▶ **Goal of the exercise**: Only lines with the string "Czarnego" matter here; gather them from the material below.

▶ **Information shown**:
──────────────────────────────

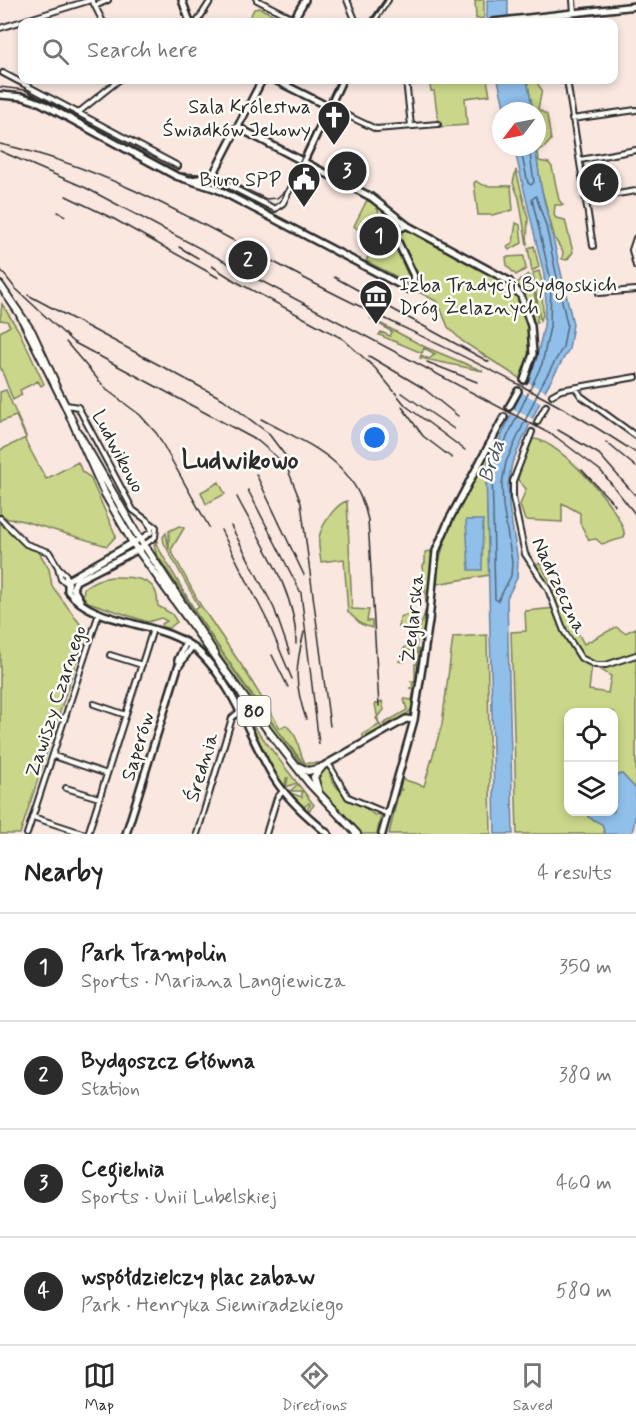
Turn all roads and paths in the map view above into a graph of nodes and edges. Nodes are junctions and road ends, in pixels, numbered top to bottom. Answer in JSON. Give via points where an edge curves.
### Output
{"nodes":[{"id":1,"x":92,"y":0,"type":"edge"},
{"id":2,"x":108,"y":0,"type":"edge"},
{"id":3,"x":182,"y":0,"type":"edge"},
{"id":4,"x":211,"y":0,"type":"edge"},
{"id":5,"x":257,"y":0,"type":"edge"},
{"id":6,"x":305,"y":0,"type":"edge"},
{"id":7,"x":347,"y":0,"type":"edge"},
{"id":8,"x":388,"y":0,"type":"edge"},
{"id":9,"x":573,"y":0,"type":"edge"},
{"id":10,"x":95,"y":6,"type":"junction"},
{"id":11,"x":636,"y":6,"type":"edge"},
{"id":12,"x":574,"y":13,"type":"junction"},
{"id":13,"x":559,"y":15,"type":"junction"},
{"id":14,"x":33,"y":18,"type":"edge"},
{"id":15,"x":101,"y":18,"type":"edge"},
{"id":16,"x":189,"y":18,"type":"edge"},
{"id":17,"x":199,"y":18,"type":"edge"},
{"id":18,"x":290,"y":18,"type":"edge"},
{"id":19,"x":297,"y":18,"type":"edge"},
{"id":20,"x":354,"y":18,"type":"edge"},
{"id":21,"x":377,"y":18,"type":"edge"},
{"id":22,"x":529,"y":18,"type":"edge"},
{"id":23,"x":559,"y":18,"type":"edge"},
{"id":24,"x":18,"y":23,"type":"edge"},
{"id":25,"x":0,"y":28,"type":"edge"},
{"id":26,"x":3,"y":73,"type":"dead end"},
{"id":27,"x":18,"y":81,"type":"edge"},
{"id":28,"x":24,"y":84,"type":"edge"},
{"id":29,"x":114,"y":84,"type":"edge"},
{"id":30,"x":260,"y":84,"type":"edge"},
{"id":31,"x":283,"y":84,"type":"edge"},
{"id":32,"x":340,"y":84,"type":"edge"},
{"id":33,"x":406,"y":84,"type":"edge"},
{"id":34,"x":568,"y":84,"type":"edge"},
{"id":35,"x":0,"y":95,"type":"edge"},
{"id":36,"x":328,"y":107,"type":"junction"},
{"id":37,"x":636,"y":110,"type":"edge"},
{"id":38,"x":79,"y":112,"type":"junction"},
{"id":39,"x":572,"y":119,"type":"junction"},
{"id":40,"x":438,"y":124,"type":"dead end"},
{"id":41,"x":411,"y":126,"type":"junction"},
{"id":42,"x":237,"y":127,"type":"junction"},
{"id":43,"x":636,"y":150,"type":"edge"},
{"id":44,"x":580,"y":160,"type":"junction"},
{"id":45,"x":303,"y":163,"type":"junction"},
{"id":46,"x":178,"y":166,"type":"dead end"},
{"id":47,"x":212,"y":177,"type":"junction"},
{"id":48,"x":190,"y":181,"type":"junction"},
{"id":49,"x":213,"y":187,"type":"junction"},
{"id":50,"x":636,"y":191,"type":"edge"},
{"id":51,"x":586,"y":199,"type":"junction"},
{"id":52,"x":391,"y":213,"type":"junction"},
{"id":53,"x":407,"y":225,"type":"junction"},
{"id":54,"x":395,"y":236,"type":"junction"},
{"id":55,"x":636,"y":238,"type":"edge"},
{"id":56,"x":593,"y":246,"type":"dead end"},
{"id":57,"x":636,"y":266,"type":"edge"},
{"id":58,"x":0,"y":285,"type":"edge"},
{"id":59,"x":636,"y":290,"type":"edge"},
{"id":60,"x":599,"y":293,"type":"dead end"},
{"id":61,"x":636,"y":378,"type":"edge"},
{"id":62,"x":524,"y":380,"type":"tunnel mouth"},
{"id":63,"x":576,"y":388,"type":"junction"},
{"id":64,"x":518,"y":391,"type":"tunnel mouth"},
{"id":65,"x":552,"y":395,"type":"dead end"},
{"id":66,"x":65,"y":405,"type":"junction"},
{"id":67,"x":546,"y":406,"type":"tunnel mouth"},
{"id":68,"x":509,"y":407,"type":"dead end"},
{"id":69,"x":504,"y":417,"type":"dead end"},
{"id":70,"x":537,"y":422,"type":"tunnel mouth"},
{"id":71,"x":532,"y":432,"type":"tunnel mouth"},
{"id":72,"x":79,"y":434,"type":"junction"},
{"id":73,"x":636,"y":436,"type":"edge"},
{"id":74,"x":0,"y":518,"type":"edge"},
{"id":75,"x":142,"y":542,"type":"junction"},
{"id":76,"x":133,"y":543,"type":"junction"},
{"id":77,"x":138,"y":550,"type":"junction"},
{"id":78,"x":69,"y":584,"type":"junction"},
{"id":79,"x":99,"y":612,"type":"junction"},
{"id":80,"x":153,"y":629,"type":"junction"},
{"id":81,"x":186,"y":642,"type":"junction"},
{"id":82,"x":192,"y":646,"type":"junction"},
{"id":83,"x":111,"y":655,"type":"dead end"},
{"id":84,"x":636,"y":655,"type":"edge"},
{"id":85,"x":218,"y":661,"type":"junction"},
{"id":86,"x":142,"y":665,"type":"junction"},
{"id":87,"x":178,"y":667,"type":"junction"},
{"id":88,"x":94,"y":704,"type":"dead end"},
{"id":89,"x":239,"y":712,"type":"junction"},
{"id":90,"x":126,"y":715,"type":"junction"},
{"id":91,"x":414,"y":720,"type":"junction"},
{"id":92,"x":53,"y":756,"type":"junction"},
{"id":93,"x":292,"y":761,"type":"junction"},
{"id":94,"x":325,"y":765,"type":"junction"},
{"id":95,"x":107,"y":774,"type":"junction"},
{"id":96,"x":66,"y":788,"type":"dead end"},
{"id":97,"x":283,"y":791,"type":"junction"},
{"id":98,"x":99,"y":798,"type":"junction"},
{"id":99,"x":326,"y":801,"type":"junction"},
{"id":100,"x":388,"y":814,"type":"junction"},
{"id":101,"x":33,"y":817,"type":"junction"},
{"id":102,"x":321,"y":832,"type":"edge"},
{"id":103,"x":27,"y":834,"type":"edge"},
{"id":104,"x":86,"y":834,"type":"edge"},
{"id":105,"x":126,"y":834,"type":"edge"},
{"id":106,"x":197,"y":834,"type":"edge"},
{"id":107,"x":266,"y":834,"type":"edge"},
{"id":108,"x":328,"y":834,"type":"edge"},
{"id":109,"x":357,"y":834,"type":"edge"},
{"id":110,"x":382,"y":834,"type":"edge"}],
"edges":[{"from":1,"to":10,"type":"street"},
{"from":1,"to":14,"type":"street"},
{"from":2,"to":10,"type":"street"},
{"from":3,"to":16,"type":"street"},
{"from":4,"to":17,"type":"street"},
{"from":5,"to":18,"type":"street"},
{"from":6,"to":19,"type":"street"},
{"from":7,"to":20,"type":"street"},
{"from":8,"to":21,"type":"street"},
{"from":9,"to":12,"type":"street"},
{"from":10,"to":15,"type":"street"},
{"from":11,"to":12,"type":"street"},
{"from":12,"to":13,"type":"street"},
{"from":13,"to":22,"type":"street"},
{"from":13,"to":23,"type":"street"},
{"from":24,"to":25,"type":"street"},
{"from":26,"to":27,"type":"street"},
{"from":28,"to":38,"type":"street"},
{"from":29,"to":38,"type":"street"},
{"from":30,"to":42,"type":"street"},
{"from":31,"to":36,"type":"street"},
{"from":32,"to":36,"type":"street"},
{"from":33,"to":41,"type":"street"},
{"from":34,"to":39,"type":"street"},
{"from":35,"to":48,"type":"street","via":[[41,103]]},
{"from":36,"to":41,"type":"street","via":[[376,129]]},
{"from":36,"to":45,"type":"street"},
{"from":37,"to":39,"type":"street"},
{"from":38,"to":46,"type":"street"},
{"from":39,"to":44,"type":"street"},
{"from":40,"to":41,"type":"street"},
{"from":42,"to":45,"type":"street"},
{"from":42,"to":47,"type":"street"},
{"from":43,"to":44,"type":"street"},
{"from":44,"to":51,"type":"street"},
{"from":45,"to":47,"type":"street","via":[[283,203],[275,209]]},
{"from":45,"to":52,"type":"street","via":[[371,197]]},
{"from":47,"to":48,"type":"street"},
{"from":47,"to":49,"type":"street"},
{"from":48,"to":49,"type":"street"},
{"from":49,"to":54,"type":"street","via":[[408,289],[414,276]]},
{"from":50,"to":51,"type":"street"},
{"from":51,"to":56,"type":"street"},
{"from":52,"to":53,"type":"street"},
{"from":52,"to":54,"type":"street"},
{"from":53,"to":54,"type":"street"},
{"from":53,"to":62,"type":"street","via":[[513,285],[527,310],[532,336],[532,359]]},
{"from":55,"to":57,"type":"street","via":[[632,249]]},
{"from":58,"to":66,"type":"main road","number":"80","via":[[40,348]]},
{"from":59,"to":60,"type":"street"},
{"from":61,"to":63,"type":"street"},
{"from":63,"to":65,"type":"street"},
{"from":63,"to":73,"type":"street","via":[[581,396]]},
{"from":64,"to":68,"type":"street"},
{"from":66,"to":72,"type":"main road","number":"80"},
{"from":66,"to":75,"type":"street","name":"Ludwikowo","via":[[78,407],[132,508],[153,522],[155,537]]},
{"from":67,"to":70,"type":"street"},
{"from":69,"to":91,"type":"street","name":"Żeglarska","via":[[436,551]]},
{"from":71,"to":84,"type":"street","name":"Nadrzeczna","via":[[513,490],[525,554],[549,589],[564,631],[581,658],[606,665]]},
{"from":72,"to":75,"type":"main road","number":"80"},
{"from":72,"to":76,"type":"main road","number":"80","via":[[105,494]]},
{"from":74,"to":78,"type":"street","via":[[27,543],[49,552],[59,577]]},
{"from":75,"to":76,"type":"street"},
{"from":75,"to":77,"type":"street"},
{"from":75,"to":85,"type":"main road","number":"80","via":[[212,646]]},
{"from":76,"to":77,"type":"main road","number":"80"},
{"from":76,"to":78,"type":"street"},
{"from":77,"to":78,"type":"street"},
{"from":77,"to":85,"type":"main road","number":"80"},
{"from":78,"to":79,"type":"street","via":[[77,597]]},
{"from":79,"to":80,"type":"street"},
{"from":79,"to":92,"type":"street","name":"Zawiszy Czarnego"},
{"from":80,"to":81,"type":"street"},
{"from":80,"to":86,"type":"street"},
{"from":81,"to":82,"type":"street"},
{"from":81,"to":87,"type":"street","name":"Saperów"},
{"from":82,"to":87,"type":"street","name":"Saperów"},
{"from":82,"to":89,"type":"street","via":[[210,665]]},
{"from":83,"to":86,"type":"street"},
{"from":85,"to":93,"type":"main road","number":"80"},
{"from":86,"to":90,"type":"street"},
{"from":87,"to":105,"type":"street","name":"Saperów"},
{"from":88,"to":90,"type":"street"},
{"from":89,"to":97,"type":"street"},
{"from":89,"to":106,"type":"street","name":"Średnia","via":[[232,718]]},
{"from":90,"to":95,"type":"street"},
{"from":91,"to":94,"type":"street","via":[[406,719]]},
{"from":91,"to":100,"type":"street","name":"Żeglarska"},
{"from":92,"to":95,"type":"street"},
{"from":92,"to":101,"type":"street","name":"Zawiszy Czarnego"},
{"from":93,"to":94,"type":"main road","via":[[307,771]]},
{"from":93,"to":99,"type":"main road","number":"80"},
{"from":94,"to":99,"type":"main road","via":[[314,780]]},
{"from":94,"to":100,"type":"street","via":[[348,797]]},
{"from":95,"to":98,"type":"street"},
{"from":96,"to":98,"type":"street"},
{"from":97,"to":102,"type":"street"},
{"from":97,"to":107,"type":"street","via":[[277,798]]},
{"from":98,"to":104,"type":"street"},
{"from":99,"to":109,"type":"main road","number":"80"},
{"from":100,"to":110,"type":"street","name":"Żeglarska"},
{"from":101,"to":103,"type":"street","name":"Zawiszy Czarnego"},
{"from":101,"to":104,"type":"street"},
{"from":102,"to":108,"type":"street"}]}
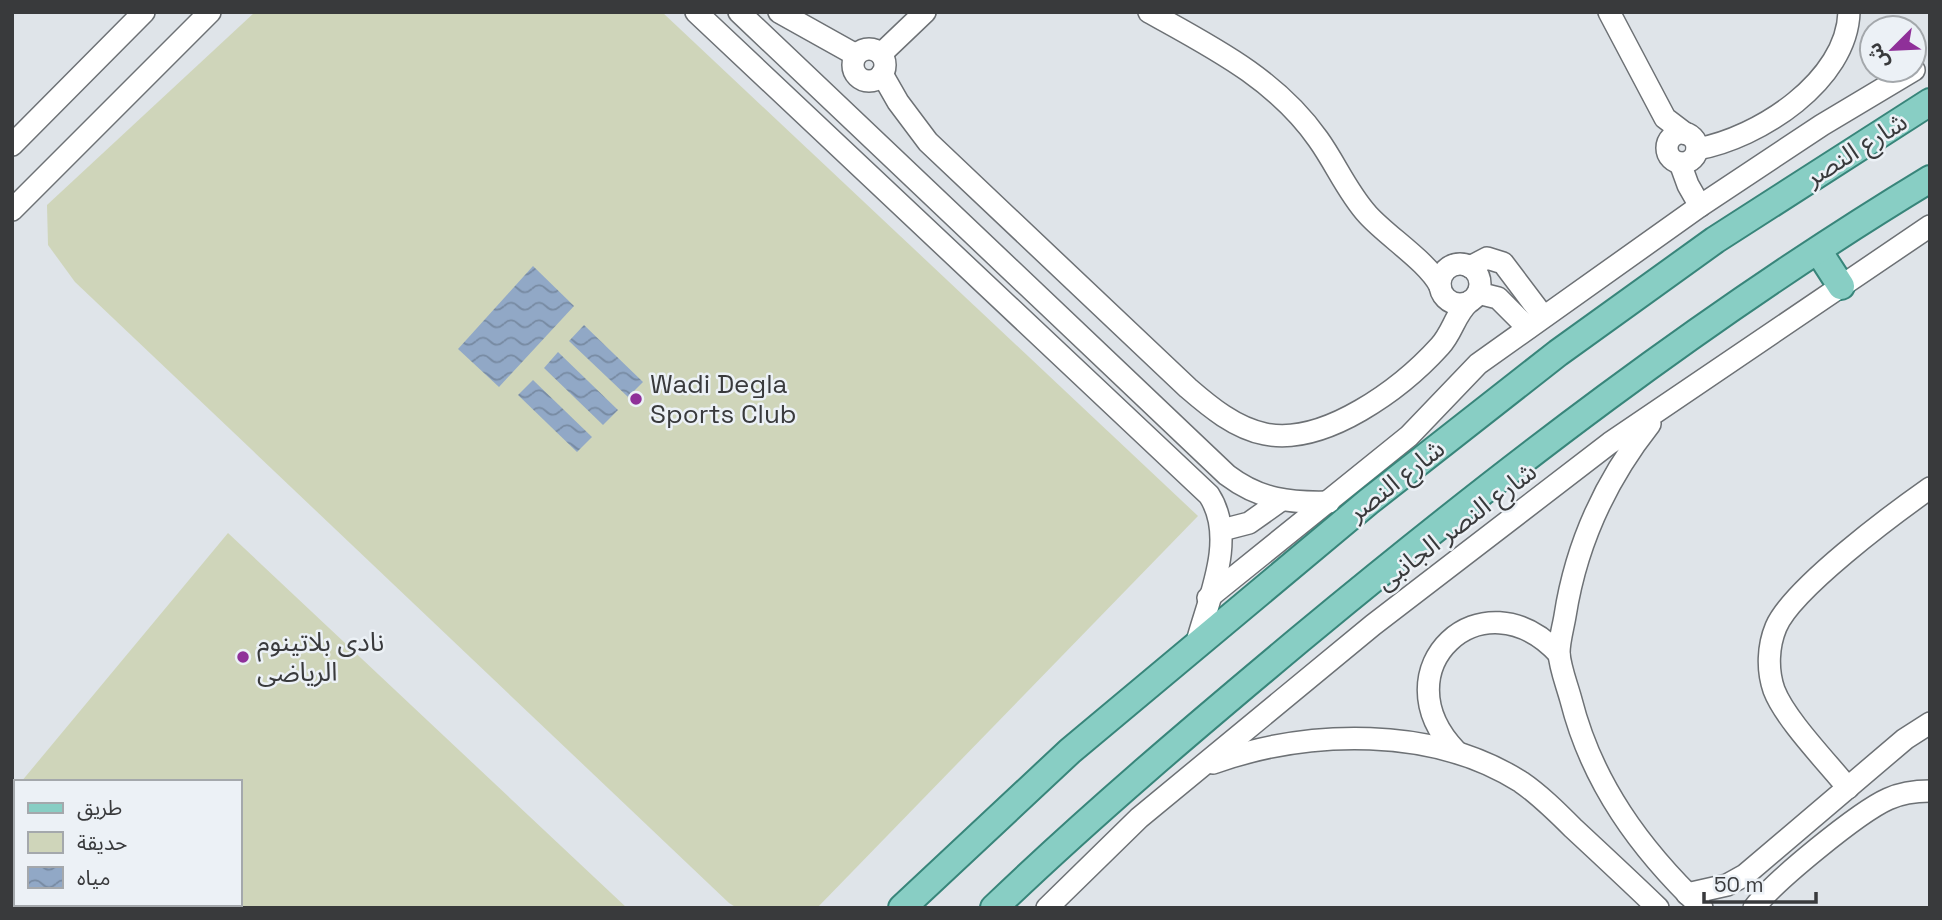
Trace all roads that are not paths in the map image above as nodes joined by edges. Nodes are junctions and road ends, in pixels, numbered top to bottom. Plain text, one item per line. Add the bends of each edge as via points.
1 (144, 12) edge
2 (210, 12) edge
3 (696, 12) edge
4 (739, 12) edge
5 (779, 12) edge
6 (925, 12) edge
7 (1149, 12) edge
8 (1609, 12) edge
9 (1849, 12) edge
10 (856, 55) junction
11 (882, 64) junction
12 (860, 78) junction
13 (1891, 84) edge
14 (1930, 102) edge
15 (838, 105) junction
16 (1658, 106) junction
17 (1692, 142) junction
18 (13, 144) edge
19 (1674, 154) junction
20 (1930, 179) edge
21 (1700, 206) junction
22 (12, 211) edge
23 (1930, 226) edge
24 (1819, 252) junction
25 (1841, 286) junction
26 (1457, 296) junction
27 (1536, 322) junction
28 (1660, 411) junction
29 (1930, 488) edge
30 (1280, 501) junction
31 (1328, 502) junction
32 (1367, 502) junction
33 (1222, 530) junction
34 (1208, 598) junction
35 (1197, 642) junction
36 (1559, 654) junction
37 (1930, 723) edge
38 (1456, 751) junction
39 (1198, 769) junction
40 (1848, 788) junction
41 (1930, 791) edge
42 (1694, 901) edge
43 (902, 908) edge
44 (994, 908) edge
45 (1047, 908) edge
46 (1658, 908) edge
47 (1754, 908) edge

1 - 18 street
2 - 22 street
3 - 33 street via 1209,495
4 - 15 street
5 - 10 street
6 - 11 street
7 - 26 street via 1235,61 1280,95 1318,139 1366,213
8 - 16 street
9 - 17 street via 1843,45 1816,86 1735,139
10 - 11 street via 868,49
10 - 12 street via 854,70
11 - 12 street via 874,80
11 - 26 street via 904,111 946,160 1188,388 1248,429 1281,436 1303,434 1339,422 1368,404 1446,338
12 - 15 street
13 - 21 street
14 - 32 main road, شارع النصر via 1715,240 1558,353
15 - 30 street via 1227,475 1252,492
16 - 17 street
16 - 19 street
17 - 19 street via 1690,161
19 - 21 street
20 - 24 main road
21 - 27 street
23 - 25 street, شارع النصر الجانبى
24 - 25 main road
24 - 44 main road via 1593,407 1381,572 1117,793
25 - 28 street, شارع النصر الجانبى
26 - 27 street via 1489,294
26 - 27 street via 1463,264 1470,267 1487,258 1503,263
27 - 31 street via 1478,364 1409,436
28 - 36 street via 1621,465 1590,523 1576,565
28 - 39 street, شارع النصر الجانبى via 1610,443 1373,625
29 - 40 street via 1889,517 1796,599 1771,641 1770,674 1782,705
30 - 31 street
30 - 33 street via 1249,523
31 - 32 street
31 - 34 street
32 - 35 main road, شارع النصر
33 - 34 street
34 - 35 street
35 - 43 main road, شارع النصر via 1070,751
36 - 38 street via 1544,637 1524,625 1502,621 1479,624 1442,649 1431,669 1428,703 1440,735
36 - 42 street via 1577,724 1603,787 1646,848
37 - 40 street
38 - 39 street via 1373,739 1328,739 1240,753
38 - 46 street via 1521,782
39 - 45 street, شارع النصر الجانبى via 1139,818
40 - 42 street via 1745,875
41 - 47 street via 1905,793 1874,806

──────────────────────────────

▶ **Answer section**:
{"from":79,"to":92,"type":"street","name":"Zawiszy Czarnego"},
{"from":92,"to":101,"type":"street","name":"Zawiszy Czarnego"},
{"from":101,"to":103,"type":"street","name":"Zawiszy Czarnego"},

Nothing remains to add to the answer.